Un fantasma recorre el mundo: el fraude en las elecciones realizadas el último mes, denunciado por las facciones derrotadas. Todas las latitudes terrestres están contaminadas por ese virus más letal para la democracia que los perjuicios sufridos por la aparición simultánea del COVID-19. En efecto, los comicios realizados en Bielorrusia, donde el dictador recogió 80% de los votos, están siendo impugnados semanalmente por los opositores. Parecida resistencia, como dominó, ocurre en Georgia, en Moldavia, en Tanzania, en Costa de Marfil y finalmente en Bolivia. Sin embargo, asombra que la ola llegue a los Estados Unidos, cuyo sistema democrático parecía sólidamente consolidado en más de dos siglos de regular práctica. En todos los casos citados, con ciertas variaciones, los sistemas electorales se ajustan a algunas normas básicas: un ciudadano=un voto, que debe ser universal y secreto, controlado por jueces de reputación impecable y delegados de los partidos en pugna que pueden verificar todas las etapas del proceso.
Hoy en día, el avance de los medios electrónicos ha contribuido grandemente en la difícil tarea del conteo de los votos, pero también al surgimiento de dudas, a veces razonables. Empero, el grado de educación o sofisticación del electorado no garantiza la integridad de los resultados, como demuestra la reciente jornada electoral americana por cuanto la querella es la misma que en Costa de Marfil o en Moldavia. La excepción parece estar en el Caribe, pues Saint Vincent y Grenadines (población 110.000 habitantes) eligió a Ralph Gonzalvez por quinta vez, sin protesta alguna. Ese fenómeno confirma la tesis que sostengo en mi libro No hay democracia sin alternancia (Amazon, 2019) donde recapitulo la situación electoral en 195 países del mundo, entre los cuales en el 40% de estos se elige y reelige a los mandatarios de turno, siempre proclives a instaurar modalidades sospechosas para mantenerse en el poder. La tozudez de Trump, en no admitir su derrota, ratifica mis reflexiones. Mientras los autócratas tropicales reforman con remiendos cripto-legales las Constituciones para legitimar sus prórrogas, en la superpotencia americana, Trump apeló a las cortes para interrumpir el conteo, en la vana esperanza que su queja llegue a la Corte Suprema de Justicia que como en 2000 (caso Bush-Al Gore) podría concederle la victoria. Aquí y acullá la obsesión de retener el poder es una morbosa pulsión fatalmente irresistible.

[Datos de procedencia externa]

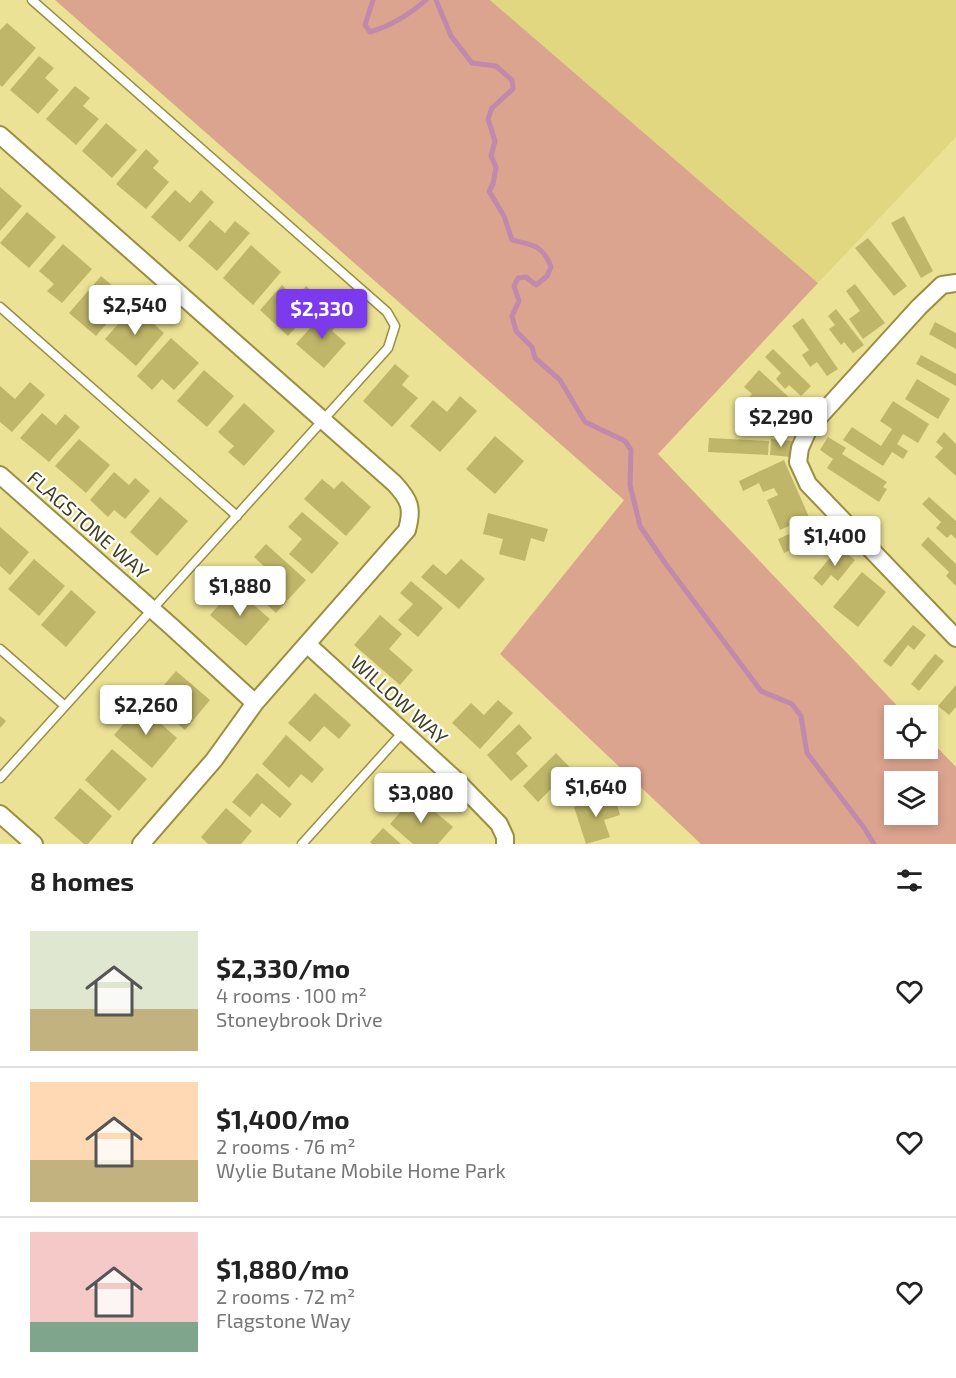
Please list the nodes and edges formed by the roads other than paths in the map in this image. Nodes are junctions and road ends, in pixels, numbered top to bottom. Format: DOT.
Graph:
graph roads {
  1 [pos="32,0"];
  2 [pos="0,135"];
  3 [pos="956,283"];
  4 [pos="0,308"];
  5 [pos="323,420"];
  6 [pos="0,475"];
  7 [pos="237,516"];
  8 [pos="153,609"];
  9 [pos="956,638"];
  10 [pos="307,644"];
  11 [pos="0,649"];
  12 [pos="255,703"];
  13 [pos="65,706"];
  14 [pos="403,732"];
  15 [pos="0,778"];
  16 [pos="0,814"];
  17 [pos="34,844"];
  18 [pos="141,844"];
  19 [pos="302,844"];
  20 [pos="505,844"];
  1 -- 5 [label="lane"];
  2 -- 5 [label="street"];
  3 -- 9 [label="street"];
  4 -- 7 [label="lane"];
  5 -- 7 [label="lane"];
  5 -- 10 [label="street"];
  6 -- 8 [label="street, FLAGSTONE WAY"];
  7 -- 8 [label="lane"];
  8 -- 12 [label="street, FLAGSTONE WAY"];
  8 -- 13 [label="lane"];
  10 -- 12 [label="street"];
  10 -- 14 [label="street, WILLOW WAY"];
  11 -- 13 [label="lane"];
  12 -- 18 [label="street"];
  13 -- 15 [label="lane"];
  14 -- 19 [label="lane"];
  14 -- 20 [label="street, WILLOW WAY"];
  16 -- 17 [label="street"];
}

¿Qué hacer? Quienes denuncian los fraudes reales o imaginarios, también objetan la neutralidad de los jueces locales llamados a dirimir los pleitos y en ciertos casos desconfían hasta de los informes externos de organismos regionales (caso Bolivia vs OEA, octubre 2019), susceptibles a inclinaciones ideológicas o geopolíticas de conveniencia coyuntural. Ante semejante panorama desolador, me permito adelantar la iniciativa (invocando un estudio más profundo) de impulsar una Convención Internacional de Arbitraje Electoral, sujeta (como la Corte Penal Internacional) a la adhesión voluntaria de los Estados miembros que así lo deseen, instrumento jurídico que posteriormente podría dar origen a una Corte Internacional de Justicia Electoral, bajo la égida de las Naciones Unidas, cuyos fallos serían definitivos e inapelables. Obviamente, la estructura de un órgano semejante tendría un brazo técnico, con modernos servicios informáticos que sirva de apoyo para el veredicto de los jueces. Evidentemente, como en otras instituciones de alcance universal, los países adherentes tendrán que ceder parte de su soberanía, en pro del beneficio de clarificar los entuertos y dar legitimidad a la decisión de su mandante: el soberano pueblo.
Carlos Antonio Carrasco es doctor en Ciencias Políticas y miembro de la Academia de Ciencias de Ultramar de Francia.